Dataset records
┄┄┄┄┄┄┄┄┄┄
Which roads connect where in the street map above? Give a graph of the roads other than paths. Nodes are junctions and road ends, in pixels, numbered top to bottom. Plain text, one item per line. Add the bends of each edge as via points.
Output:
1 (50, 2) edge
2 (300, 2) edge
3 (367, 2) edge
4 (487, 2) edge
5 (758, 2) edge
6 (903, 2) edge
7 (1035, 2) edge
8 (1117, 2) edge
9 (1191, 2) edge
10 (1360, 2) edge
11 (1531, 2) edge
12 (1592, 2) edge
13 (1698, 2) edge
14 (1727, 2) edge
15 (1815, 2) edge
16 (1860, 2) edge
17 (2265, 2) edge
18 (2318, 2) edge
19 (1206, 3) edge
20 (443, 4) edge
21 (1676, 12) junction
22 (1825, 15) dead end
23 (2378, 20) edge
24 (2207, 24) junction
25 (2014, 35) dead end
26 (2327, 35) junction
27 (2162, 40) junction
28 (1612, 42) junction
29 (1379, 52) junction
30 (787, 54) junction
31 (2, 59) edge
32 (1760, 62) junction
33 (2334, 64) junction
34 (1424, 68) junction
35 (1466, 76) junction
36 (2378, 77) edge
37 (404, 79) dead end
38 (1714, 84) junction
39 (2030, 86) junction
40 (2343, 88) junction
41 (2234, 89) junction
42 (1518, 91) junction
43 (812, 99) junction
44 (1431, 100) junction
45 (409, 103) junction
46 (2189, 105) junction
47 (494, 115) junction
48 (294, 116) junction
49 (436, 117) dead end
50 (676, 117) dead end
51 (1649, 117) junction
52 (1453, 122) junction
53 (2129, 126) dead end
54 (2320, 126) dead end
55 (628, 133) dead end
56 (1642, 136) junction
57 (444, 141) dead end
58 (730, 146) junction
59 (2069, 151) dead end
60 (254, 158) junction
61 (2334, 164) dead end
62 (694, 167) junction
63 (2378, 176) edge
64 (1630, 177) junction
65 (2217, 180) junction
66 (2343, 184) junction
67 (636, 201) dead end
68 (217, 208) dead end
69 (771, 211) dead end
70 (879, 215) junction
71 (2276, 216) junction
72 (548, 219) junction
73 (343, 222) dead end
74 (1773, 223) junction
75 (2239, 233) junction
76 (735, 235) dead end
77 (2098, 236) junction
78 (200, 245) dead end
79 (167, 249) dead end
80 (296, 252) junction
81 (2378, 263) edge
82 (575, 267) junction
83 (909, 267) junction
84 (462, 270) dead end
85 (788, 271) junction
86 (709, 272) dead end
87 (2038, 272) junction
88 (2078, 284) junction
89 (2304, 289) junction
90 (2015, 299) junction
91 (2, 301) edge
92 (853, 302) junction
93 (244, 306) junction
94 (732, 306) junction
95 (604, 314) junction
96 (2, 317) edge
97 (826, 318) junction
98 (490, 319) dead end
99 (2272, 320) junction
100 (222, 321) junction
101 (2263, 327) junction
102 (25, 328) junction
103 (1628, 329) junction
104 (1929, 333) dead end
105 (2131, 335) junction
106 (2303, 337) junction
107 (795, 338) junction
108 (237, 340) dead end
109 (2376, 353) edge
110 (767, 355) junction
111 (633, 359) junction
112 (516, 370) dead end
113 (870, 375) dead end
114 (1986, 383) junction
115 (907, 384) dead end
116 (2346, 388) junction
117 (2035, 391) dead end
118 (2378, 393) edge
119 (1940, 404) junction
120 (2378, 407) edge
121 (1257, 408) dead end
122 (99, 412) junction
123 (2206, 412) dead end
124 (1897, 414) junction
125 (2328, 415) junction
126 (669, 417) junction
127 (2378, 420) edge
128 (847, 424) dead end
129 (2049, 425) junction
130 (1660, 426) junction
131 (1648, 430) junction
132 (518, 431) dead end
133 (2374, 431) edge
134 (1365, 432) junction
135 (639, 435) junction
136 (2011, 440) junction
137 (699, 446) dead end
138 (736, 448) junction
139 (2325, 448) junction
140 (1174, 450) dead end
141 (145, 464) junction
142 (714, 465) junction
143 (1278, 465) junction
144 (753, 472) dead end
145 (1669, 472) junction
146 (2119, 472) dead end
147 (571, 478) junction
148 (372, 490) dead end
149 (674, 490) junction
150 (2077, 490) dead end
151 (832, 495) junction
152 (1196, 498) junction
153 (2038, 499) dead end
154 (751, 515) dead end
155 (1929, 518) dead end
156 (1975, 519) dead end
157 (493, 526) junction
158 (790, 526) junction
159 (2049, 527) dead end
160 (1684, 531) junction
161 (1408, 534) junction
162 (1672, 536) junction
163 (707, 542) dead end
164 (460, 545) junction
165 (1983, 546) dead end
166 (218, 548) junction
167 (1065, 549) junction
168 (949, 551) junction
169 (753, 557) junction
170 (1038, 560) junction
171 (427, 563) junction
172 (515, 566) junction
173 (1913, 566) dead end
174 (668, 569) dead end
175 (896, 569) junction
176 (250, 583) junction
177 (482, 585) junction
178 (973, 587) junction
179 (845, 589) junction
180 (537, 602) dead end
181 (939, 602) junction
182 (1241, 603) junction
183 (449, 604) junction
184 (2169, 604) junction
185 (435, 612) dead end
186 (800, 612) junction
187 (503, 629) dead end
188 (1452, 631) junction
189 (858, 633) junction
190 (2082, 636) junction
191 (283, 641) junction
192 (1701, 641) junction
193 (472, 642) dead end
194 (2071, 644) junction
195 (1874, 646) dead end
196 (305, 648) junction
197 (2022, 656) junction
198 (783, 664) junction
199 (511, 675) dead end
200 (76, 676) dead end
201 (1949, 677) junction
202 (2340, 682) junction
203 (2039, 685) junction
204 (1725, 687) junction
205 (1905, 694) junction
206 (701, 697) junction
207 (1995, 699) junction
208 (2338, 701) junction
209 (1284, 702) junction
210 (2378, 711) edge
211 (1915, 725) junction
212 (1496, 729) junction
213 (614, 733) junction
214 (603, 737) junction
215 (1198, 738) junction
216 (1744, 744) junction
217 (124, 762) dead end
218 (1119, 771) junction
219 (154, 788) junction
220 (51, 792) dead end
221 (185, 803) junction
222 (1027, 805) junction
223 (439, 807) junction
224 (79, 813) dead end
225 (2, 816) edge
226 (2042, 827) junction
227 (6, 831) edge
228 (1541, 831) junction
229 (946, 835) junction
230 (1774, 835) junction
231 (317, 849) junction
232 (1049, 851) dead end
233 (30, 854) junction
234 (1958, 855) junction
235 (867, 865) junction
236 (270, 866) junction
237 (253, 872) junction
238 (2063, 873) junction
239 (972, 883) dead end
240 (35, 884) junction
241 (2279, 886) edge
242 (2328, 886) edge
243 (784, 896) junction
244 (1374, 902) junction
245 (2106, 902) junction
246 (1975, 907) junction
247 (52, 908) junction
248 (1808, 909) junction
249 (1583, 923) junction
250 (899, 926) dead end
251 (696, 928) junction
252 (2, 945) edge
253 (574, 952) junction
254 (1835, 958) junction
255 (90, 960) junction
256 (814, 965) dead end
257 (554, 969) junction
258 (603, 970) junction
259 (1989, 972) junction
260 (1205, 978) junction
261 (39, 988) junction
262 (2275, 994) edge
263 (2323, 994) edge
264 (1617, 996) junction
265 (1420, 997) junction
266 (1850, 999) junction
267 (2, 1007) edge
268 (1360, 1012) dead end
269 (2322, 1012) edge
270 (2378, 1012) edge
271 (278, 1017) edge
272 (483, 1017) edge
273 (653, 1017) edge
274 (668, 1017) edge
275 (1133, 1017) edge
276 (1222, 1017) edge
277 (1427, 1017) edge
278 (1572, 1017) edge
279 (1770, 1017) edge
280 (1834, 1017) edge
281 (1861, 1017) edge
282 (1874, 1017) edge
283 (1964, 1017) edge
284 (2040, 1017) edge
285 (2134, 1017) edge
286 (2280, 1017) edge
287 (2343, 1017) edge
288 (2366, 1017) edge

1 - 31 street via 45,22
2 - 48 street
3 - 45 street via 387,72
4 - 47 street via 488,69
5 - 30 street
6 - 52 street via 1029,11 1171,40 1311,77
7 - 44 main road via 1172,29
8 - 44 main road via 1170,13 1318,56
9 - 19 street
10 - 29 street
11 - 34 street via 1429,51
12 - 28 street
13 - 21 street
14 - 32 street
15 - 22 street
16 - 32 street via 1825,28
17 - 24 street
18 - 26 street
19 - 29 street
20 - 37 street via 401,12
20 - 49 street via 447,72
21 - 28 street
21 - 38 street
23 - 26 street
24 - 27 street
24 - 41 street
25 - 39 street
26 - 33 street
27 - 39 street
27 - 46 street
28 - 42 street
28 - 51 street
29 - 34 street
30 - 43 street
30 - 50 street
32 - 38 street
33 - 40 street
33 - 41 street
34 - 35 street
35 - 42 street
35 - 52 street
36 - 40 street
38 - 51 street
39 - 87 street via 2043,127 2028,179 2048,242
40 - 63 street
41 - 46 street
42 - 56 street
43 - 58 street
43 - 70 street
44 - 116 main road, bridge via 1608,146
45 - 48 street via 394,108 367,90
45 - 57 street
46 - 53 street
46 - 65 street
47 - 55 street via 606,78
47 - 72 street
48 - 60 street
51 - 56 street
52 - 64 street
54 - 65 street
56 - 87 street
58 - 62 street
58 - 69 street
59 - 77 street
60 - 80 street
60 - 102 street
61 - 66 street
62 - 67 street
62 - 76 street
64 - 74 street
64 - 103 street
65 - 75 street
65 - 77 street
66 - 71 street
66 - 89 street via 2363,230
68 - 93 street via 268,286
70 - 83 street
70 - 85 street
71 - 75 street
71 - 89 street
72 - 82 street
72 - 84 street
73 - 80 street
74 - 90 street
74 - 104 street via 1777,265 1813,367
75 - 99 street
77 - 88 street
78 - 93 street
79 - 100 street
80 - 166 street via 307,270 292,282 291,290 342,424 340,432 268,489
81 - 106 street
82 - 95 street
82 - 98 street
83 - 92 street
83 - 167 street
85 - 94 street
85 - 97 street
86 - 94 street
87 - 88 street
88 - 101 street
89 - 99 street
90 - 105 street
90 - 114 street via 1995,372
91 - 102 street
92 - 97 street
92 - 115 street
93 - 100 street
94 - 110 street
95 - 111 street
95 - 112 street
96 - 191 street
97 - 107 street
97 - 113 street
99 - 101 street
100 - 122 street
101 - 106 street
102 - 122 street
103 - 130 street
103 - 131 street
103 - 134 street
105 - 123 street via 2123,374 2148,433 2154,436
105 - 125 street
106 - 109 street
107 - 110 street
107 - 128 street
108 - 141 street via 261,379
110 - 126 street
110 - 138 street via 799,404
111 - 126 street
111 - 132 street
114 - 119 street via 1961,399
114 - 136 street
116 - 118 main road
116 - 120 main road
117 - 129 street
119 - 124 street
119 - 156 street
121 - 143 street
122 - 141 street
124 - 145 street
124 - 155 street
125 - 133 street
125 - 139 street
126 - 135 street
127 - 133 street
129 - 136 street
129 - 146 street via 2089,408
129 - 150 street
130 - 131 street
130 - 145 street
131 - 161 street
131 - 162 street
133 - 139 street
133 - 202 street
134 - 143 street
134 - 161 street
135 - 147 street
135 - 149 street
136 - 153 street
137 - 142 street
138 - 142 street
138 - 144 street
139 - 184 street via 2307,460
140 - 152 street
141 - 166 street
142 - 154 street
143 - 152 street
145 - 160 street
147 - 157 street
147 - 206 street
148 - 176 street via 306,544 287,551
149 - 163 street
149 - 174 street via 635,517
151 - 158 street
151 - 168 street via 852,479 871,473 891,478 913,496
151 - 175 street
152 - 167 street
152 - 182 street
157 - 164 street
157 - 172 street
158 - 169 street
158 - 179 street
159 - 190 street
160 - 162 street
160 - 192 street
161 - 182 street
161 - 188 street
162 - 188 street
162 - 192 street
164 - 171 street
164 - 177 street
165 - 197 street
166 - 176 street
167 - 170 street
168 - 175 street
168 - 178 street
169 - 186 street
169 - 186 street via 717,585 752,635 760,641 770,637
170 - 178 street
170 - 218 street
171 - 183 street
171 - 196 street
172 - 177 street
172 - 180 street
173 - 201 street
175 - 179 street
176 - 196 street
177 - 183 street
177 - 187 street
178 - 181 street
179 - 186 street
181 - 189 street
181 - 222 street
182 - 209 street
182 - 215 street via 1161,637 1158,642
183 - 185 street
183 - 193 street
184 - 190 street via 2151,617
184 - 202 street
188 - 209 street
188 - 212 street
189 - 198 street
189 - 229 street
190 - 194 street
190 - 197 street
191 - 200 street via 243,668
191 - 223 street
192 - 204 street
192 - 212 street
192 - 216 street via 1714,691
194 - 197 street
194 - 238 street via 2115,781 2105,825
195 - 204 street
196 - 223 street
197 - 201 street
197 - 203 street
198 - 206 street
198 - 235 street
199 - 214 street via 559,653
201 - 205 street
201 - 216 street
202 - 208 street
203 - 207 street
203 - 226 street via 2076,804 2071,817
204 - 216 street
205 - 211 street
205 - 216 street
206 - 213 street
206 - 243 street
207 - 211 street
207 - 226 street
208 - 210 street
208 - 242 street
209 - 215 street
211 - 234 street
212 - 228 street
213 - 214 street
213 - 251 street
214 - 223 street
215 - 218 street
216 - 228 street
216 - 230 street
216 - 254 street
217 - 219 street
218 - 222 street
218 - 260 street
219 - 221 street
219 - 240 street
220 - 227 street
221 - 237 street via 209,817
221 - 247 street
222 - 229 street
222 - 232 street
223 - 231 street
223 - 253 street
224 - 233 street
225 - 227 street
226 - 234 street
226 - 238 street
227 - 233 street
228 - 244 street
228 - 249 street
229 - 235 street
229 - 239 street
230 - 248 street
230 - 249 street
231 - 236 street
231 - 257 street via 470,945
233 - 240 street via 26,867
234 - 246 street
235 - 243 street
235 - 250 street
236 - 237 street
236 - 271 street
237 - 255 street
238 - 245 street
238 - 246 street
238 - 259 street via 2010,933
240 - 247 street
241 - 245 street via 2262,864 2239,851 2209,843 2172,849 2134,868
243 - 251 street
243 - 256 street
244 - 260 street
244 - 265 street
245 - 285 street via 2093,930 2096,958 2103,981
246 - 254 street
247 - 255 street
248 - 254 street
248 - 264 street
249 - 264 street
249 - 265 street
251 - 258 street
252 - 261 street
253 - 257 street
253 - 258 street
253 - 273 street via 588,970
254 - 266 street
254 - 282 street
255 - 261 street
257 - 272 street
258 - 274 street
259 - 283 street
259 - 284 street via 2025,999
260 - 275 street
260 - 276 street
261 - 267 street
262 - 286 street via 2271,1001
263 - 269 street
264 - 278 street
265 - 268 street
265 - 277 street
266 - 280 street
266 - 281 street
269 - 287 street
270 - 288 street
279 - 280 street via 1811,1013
┄┄┄┄┄┄┄┄┄┄
→ **What you should do**: The lines that mention the word "road" should be pulled from the records above.

→ **Solution to the problem**:
Which roads connect where in the street map above? Give a graph of the roads other than paths. Nodes are junctions and road ends, in pixels, numbered top to bottom. Plain text, one item per line. Add the bends of each edge as via points.
7 - 44 main road via 1172,29
8 - 44 main road via 1170,13 1318,56
44 - 116 main road, bridge via 1608,146
116 - 118 main road
116 - 120 main road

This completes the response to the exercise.